- REQUIRED ACTION: Every line with the string "rows" should be copied from the data.
---------- EXERCISE MATERIALS ----------
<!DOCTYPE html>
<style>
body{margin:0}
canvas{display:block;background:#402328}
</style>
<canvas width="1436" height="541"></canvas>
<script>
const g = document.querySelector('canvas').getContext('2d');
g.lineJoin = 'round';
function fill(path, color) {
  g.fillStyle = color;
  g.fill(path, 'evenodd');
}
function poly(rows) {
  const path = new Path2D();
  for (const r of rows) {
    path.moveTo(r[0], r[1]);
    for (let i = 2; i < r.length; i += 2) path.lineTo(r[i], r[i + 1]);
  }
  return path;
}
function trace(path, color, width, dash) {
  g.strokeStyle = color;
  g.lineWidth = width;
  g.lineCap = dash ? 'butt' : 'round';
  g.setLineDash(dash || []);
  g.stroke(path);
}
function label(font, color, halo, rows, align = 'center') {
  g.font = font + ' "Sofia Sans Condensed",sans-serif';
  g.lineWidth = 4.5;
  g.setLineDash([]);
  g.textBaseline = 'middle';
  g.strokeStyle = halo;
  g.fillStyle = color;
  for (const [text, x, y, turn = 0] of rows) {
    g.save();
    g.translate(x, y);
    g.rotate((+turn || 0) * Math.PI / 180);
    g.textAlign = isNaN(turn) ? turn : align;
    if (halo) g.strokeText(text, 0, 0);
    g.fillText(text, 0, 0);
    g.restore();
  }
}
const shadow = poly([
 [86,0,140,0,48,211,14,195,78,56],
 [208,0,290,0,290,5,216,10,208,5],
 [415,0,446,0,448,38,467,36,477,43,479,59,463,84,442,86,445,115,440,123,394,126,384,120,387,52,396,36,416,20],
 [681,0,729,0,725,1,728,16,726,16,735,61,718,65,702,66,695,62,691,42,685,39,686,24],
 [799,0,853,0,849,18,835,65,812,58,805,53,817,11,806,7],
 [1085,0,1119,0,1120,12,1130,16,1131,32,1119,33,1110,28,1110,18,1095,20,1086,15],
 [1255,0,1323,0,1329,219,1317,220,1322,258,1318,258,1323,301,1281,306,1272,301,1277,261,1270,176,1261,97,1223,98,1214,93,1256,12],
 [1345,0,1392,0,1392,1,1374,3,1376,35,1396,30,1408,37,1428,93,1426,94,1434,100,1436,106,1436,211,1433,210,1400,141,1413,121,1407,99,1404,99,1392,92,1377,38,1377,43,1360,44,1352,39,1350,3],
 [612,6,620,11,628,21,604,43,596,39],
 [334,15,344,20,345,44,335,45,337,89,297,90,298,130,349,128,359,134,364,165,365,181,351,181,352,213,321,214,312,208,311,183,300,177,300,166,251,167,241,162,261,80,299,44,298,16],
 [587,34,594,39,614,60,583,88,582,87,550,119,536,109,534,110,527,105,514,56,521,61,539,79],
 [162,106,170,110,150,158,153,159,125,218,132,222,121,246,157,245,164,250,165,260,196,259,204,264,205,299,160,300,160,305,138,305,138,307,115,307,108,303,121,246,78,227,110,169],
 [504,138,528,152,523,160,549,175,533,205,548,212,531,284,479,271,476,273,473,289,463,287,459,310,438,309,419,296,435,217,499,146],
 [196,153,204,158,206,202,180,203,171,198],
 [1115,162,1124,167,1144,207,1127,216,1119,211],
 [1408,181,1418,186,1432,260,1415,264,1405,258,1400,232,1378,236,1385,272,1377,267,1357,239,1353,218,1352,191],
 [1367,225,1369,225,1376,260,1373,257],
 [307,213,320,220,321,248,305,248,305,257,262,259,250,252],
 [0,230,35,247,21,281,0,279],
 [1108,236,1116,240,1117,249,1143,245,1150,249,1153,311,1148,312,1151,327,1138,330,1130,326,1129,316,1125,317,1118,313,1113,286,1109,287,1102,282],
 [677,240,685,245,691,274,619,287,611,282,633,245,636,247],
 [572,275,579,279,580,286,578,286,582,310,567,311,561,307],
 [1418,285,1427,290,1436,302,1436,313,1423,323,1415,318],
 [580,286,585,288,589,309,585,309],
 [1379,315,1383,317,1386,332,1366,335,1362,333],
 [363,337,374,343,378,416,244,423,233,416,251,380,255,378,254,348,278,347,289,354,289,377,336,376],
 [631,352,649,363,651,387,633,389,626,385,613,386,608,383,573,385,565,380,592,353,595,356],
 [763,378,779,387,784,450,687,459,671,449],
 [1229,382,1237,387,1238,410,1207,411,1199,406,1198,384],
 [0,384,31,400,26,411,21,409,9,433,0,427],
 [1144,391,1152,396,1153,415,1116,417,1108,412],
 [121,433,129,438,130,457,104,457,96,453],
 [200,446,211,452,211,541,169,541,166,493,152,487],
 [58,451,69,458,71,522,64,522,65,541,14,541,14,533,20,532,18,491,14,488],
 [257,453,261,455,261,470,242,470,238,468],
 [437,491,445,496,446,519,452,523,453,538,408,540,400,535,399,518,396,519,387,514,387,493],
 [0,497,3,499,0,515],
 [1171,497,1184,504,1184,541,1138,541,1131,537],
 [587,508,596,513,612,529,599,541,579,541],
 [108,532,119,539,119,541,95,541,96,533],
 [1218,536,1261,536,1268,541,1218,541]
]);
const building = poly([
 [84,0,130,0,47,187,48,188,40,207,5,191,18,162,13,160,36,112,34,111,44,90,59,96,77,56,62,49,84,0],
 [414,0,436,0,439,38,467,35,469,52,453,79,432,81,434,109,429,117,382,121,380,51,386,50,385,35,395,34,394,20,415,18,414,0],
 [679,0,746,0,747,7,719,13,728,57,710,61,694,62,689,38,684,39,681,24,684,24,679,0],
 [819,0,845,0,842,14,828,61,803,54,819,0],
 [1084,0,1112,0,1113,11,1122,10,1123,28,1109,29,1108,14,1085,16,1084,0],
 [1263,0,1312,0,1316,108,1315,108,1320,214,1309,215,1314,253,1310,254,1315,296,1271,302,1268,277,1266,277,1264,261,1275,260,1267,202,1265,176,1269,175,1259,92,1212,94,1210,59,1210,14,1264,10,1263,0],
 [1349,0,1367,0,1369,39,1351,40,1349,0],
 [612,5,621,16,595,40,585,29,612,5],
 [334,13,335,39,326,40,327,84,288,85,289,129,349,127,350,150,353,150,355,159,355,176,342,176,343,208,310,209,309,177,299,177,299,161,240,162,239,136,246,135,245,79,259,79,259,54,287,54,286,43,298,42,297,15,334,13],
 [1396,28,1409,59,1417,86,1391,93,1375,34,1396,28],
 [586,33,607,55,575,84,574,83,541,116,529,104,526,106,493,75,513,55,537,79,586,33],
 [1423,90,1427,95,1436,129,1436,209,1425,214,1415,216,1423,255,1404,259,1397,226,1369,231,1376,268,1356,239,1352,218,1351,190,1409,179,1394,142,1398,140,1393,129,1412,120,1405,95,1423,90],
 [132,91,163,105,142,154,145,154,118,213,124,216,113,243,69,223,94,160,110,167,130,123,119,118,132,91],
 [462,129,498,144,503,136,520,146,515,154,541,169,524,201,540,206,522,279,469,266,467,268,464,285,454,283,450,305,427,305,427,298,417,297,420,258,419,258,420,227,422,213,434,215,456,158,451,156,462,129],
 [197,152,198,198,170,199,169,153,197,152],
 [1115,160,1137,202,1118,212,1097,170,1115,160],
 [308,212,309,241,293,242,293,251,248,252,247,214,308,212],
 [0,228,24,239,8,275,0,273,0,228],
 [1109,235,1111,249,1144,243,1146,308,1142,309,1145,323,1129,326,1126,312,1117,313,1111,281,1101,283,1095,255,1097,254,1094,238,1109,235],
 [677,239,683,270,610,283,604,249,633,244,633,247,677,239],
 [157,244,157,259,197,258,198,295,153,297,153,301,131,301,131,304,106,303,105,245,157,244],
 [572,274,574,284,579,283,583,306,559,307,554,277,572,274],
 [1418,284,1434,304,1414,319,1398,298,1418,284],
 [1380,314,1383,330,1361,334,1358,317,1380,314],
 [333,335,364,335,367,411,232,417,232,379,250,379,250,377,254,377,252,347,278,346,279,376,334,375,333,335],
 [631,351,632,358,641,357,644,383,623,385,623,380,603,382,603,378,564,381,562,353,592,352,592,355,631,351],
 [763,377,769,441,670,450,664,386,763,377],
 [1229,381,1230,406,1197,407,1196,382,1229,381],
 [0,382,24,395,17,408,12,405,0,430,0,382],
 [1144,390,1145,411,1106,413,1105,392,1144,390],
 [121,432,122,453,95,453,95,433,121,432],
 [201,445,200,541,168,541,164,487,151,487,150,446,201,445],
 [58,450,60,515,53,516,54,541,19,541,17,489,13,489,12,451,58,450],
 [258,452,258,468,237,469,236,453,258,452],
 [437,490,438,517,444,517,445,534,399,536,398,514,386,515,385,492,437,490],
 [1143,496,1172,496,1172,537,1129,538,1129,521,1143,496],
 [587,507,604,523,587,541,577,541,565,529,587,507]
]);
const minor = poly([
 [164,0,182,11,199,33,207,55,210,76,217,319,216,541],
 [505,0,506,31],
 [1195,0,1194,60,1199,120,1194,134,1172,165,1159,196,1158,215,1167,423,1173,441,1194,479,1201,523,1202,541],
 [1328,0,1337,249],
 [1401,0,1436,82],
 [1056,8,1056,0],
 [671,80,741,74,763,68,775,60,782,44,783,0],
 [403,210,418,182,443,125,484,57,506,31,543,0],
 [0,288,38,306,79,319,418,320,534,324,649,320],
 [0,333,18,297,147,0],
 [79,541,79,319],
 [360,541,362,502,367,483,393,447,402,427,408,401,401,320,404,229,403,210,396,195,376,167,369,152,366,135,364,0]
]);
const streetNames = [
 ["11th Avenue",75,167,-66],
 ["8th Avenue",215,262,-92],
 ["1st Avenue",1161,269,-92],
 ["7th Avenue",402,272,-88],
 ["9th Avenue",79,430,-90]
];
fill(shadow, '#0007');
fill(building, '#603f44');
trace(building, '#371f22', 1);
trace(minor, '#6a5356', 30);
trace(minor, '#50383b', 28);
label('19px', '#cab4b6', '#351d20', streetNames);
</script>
----------
---------- EXERCISE MATERIALS ----------
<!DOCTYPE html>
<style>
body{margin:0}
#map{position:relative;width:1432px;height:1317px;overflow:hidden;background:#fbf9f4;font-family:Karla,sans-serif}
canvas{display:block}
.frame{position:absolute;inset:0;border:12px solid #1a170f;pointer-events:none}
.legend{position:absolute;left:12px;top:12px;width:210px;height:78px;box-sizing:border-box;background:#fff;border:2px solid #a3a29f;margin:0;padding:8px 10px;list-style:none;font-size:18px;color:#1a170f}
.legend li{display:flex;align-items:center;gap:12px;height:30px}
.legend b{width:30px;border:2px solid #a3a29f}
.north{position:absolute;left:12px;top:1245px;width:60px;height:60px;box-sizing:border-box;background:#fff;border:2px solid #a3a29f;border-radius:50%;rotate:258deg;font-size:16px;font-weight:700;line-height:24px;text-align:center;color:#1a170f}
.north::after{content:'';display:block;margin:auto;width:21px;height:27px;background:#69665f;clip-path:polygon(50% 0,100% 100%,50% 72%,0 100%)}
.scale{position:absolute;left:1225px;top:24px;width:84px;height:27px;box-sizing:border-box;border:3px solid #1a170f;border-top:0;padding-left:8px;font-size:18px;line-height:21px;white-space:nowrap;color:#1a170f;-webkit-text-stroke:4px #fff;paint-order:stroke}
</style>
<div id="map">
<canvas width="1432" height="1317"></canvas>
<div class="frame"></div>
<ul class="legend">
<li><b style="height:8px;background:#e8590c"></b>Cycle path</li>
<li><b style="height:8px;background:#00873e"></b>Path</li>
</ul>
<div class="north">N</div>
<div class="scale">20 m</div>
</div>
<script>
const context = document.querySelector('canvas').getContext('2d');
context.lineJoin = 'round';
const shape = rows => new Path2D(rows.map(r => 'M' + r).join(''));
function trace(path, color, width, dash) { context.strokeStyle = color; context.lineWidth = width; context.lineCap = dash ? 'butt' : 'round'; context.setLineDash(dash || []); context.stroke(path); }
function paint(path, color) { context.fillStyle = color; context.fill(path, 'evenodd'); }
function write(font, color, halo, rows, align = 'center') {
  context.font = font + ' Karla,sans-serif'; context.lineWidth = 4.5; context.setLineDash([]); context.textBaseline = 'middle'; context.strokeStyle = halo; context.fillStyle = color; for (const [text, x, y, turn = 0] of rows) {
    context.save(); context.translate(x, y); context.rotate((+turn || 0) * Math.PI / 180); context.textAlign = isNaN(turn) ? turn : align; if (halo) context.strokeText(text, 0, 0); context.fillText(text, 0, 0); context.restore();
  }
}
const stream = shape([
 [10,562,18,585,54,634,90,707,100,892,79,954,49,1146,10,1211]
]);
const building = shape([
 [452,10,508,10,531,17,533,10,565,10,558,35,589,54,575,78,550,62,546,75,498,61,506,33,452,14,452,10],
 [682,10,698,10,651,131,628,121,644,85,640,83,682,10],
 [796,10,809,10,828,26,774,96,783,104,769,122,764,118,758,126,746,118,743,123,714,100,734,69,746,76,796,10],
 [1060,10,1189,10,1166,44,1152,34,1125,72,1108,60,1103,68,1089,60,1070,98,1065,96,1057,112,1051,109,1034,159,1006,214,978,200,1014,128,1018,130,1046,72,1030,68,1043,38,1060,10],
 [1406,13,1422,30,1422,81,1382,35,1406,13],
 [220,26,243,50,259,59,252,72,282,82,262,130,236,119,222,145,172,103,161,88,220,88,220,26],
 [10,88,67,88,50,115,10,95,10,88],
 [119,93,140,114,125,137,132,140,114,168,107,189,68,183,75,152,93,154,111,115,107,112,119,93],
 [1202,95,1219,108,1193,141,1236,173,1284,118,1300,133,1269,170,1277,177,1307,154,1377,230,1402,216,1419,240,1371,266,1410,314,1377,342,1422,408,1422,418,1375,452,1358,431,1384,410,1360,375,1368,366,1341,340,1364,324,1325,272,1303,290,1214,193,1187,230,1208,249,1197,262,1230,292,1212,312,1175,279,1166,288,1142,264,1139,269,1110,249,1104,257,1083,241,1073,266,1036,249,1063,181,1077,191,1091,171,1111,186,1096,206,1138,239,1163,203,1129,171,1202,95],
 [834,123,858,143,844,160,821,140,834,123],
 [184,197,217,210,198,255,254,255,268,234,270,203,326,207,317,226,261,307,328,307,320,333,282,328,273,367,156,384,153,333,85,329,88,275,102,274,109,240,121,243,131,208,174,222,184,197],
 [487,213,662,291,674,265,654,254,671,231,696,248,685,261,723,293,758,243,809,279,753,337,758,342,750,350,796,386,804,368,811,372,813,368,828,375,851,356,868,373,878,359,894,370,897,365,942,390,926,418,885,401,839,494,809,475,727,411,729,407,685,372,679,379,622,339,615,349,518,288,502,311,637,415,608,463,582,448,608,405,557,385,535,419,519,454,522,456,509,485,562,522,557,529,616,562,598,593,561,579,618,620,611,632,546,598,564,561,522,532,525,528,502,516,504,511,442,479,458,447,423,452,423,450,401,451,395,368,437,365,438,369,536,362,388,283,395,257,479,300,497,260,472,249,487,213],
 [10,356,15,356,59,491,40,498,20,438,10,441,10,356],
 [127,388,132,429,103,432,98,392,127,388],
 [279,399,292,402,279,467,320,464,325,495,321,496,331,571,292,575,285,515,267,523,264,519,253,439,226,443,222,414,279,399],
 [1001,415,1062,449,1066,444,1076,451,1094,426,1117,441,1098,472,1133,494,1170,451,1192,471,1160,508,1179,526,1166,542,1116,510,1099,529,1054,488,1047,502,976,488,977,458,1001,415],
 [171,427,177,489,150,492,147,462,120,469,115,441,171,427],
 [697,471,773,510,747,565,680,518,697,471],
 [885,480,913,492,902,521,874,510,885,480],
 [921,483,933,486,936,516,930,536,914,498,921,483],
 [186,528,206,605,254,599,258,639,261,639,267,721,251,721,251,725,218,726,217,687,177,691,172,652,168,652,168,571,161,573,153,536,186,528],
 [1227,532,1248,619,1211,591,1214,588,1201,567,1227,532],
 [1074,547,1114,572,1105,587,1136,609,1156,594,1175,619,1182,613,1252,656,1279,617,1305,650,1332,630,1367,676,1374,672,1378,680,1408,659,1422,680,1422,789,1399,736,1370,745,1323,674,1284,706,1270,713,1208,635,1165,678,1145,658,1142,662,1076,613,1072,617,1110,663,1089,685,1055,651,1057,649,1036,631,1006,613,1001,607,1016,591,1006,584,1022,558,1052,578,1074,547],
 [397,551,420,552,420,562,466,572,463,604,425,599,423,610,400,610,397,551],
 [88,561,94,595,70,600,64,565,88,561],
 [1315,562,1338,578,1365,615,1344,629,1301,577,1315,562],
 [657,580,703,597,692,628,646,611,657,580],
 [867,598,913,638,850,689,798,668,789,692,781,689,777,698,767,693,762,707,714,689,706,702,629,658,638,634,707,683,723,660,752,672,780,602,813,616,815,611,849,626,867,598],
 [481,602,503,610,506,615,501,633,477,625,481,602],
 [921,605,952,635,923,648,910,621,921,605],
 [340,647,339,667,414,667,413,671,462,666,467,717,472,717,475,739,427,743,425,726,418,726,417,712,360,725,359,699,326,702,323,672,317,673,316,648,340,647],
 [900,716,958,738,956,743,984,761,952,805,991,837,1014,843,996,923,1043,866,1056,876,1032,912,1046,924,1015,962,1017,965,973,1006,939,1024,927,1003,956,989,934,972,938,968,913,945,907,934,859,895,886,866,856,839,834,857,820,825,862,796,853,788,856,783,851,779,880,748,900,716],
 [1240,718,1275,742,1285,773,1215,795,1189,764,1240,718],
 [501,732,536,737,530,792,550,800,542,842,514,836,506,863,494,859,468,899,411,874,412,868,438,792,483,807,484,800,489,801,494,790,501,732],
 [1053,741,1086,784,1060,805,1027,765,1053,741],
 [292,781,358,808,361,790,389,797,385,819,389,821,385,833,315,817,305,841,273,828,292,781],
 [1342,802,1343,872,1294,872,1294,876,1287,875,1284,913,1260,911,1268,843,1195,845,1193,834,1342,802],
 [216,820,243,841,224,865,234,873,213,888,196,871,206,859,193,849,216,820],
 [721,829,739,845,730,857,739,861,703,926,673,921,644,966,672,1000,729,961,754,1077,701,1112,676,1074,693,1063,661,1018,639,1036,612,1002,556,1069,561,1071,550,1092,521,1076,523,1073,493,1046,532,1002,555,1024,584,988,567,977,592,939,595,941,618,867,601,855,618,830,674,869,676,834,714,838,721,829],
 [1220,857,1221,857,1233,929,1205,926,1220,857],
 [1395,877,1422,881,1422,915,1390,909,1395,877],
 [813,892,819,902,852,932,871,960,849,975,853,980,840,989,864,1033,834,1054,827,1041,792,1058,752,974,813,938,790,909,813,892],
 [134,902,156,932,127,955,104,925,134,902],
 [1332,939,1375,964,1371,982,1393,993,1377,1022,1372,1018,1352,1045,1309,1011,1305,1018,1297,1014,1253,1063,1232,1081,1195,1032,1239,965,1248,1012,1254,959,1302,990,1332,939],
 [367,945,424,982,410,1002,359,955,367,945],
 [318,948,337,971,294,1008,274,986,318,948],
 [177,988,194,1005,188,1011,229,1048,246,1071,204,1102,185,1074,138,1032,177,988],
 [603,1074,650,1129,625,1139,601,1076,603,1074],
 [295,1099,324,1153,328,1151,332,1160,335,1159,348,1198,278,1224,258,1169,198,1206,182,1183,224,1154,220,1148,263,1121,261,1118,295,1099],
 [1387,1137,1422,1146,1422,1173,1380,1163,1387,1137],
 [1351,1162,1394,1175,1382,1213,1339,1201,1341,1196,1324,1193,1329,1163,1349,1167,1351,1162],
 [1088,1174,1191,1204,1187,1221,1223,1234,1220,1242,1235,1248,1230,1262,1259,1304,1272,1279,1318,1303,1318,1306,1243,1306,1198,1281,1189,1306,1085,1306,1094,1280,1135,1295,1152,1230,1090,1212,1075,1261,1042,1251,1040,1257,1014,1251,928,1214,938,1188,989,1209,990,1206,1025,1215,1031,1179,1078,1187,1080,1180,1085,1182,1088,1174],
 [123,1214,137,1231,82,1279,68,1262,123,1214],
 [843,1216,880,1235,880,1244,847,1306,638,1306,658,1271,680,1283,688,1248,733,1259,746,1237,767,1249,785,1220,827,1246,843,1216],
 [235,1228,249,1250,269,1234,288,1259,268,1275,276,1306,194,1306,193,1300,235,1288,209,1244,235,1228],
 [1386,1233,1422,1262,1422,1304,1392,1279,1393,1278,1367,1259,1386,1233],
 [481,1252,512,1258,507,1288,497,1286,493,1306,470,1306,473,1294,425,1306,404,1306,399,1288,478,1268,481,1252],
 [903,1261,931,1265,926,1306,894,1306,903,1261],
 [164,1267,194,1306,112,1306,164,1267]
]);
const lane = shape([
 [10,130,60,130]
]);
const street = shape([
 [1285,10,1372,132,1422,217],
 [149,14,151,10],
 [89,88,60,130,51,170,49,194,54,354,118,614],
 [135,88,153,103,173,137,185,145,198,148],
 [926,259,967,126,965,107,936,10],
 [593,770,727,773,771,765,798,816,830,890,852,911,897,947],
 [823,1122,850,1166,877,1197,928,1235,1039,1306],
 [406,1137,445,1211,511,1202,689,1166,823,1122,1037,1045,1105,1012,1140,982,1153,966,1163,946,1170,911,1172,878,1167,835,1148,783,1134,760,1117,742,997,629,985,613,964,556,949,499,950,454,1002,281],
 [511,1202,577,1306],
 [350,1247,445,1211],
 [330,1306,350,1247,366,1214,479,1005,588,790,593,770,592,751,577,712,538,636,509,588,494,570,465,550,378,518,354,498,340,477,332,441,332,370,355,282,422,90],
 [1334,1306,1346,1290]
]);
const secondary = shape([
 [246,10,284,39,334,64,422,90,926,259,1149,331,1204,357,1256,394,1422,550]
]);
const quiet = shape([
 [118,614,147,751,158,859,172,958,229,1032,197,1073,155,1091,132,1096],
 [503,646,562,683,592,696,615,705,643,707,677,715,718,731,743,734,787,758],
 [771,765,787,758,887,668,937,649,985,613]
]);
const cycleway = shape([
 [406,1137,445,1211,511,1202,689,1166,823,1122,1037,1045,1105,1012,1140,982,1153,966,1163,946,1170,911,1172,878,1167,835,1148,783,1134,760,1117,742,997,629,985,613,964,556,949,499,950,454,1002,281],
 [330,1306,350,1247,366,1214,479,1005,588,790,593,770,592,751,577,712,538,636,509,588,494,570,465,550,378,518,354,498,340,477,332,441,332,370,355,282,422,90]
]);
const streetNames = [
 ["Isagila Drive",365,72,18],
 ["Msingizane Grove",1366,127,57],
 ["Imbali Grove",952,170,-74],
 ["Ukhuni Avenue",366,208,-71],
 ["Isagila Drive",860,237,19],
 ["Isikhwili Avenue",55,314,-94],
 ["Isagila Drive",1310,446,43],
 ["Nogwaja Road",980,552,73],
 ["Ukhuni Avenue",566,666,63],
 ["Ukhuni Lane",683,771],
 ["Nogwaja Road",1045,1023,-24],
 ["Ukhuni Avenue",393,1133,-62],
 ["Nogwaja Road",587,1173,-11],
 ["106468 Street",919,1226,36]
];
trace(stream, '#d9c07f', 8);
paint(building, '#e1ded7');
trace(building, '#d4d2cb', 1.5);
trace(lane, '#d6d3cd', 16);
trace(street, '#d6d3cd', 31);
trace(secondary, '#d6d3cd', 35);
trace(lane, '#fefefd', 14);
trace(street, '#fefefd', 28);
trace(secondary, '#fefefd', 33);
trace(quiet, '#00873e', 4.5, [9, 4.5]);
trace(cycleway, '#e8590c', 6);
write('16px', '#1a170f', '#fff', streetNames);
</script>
----------
- COMPLETED EXERCISE:
function poly(rows) {
  for (const r of rows) {
function label(font, color, halo, rows, align = 'center') {
  for (const [text, x, y, turn = 0] of rows) {
const shape = rows => new Path2D(rows.map(r => 'M' + r).join(''));
function write(font, color, halo, rows, align = 'center') {
  context.font = font + ' Karla,sans-serif'; context.lineWidth = 4.5; context.setLineDash([]); context.textBaseline = 'middle'; context.strokeStyle = halo; context.fillStyle = color; for (const [text, x, y, turn = 0] of rows) {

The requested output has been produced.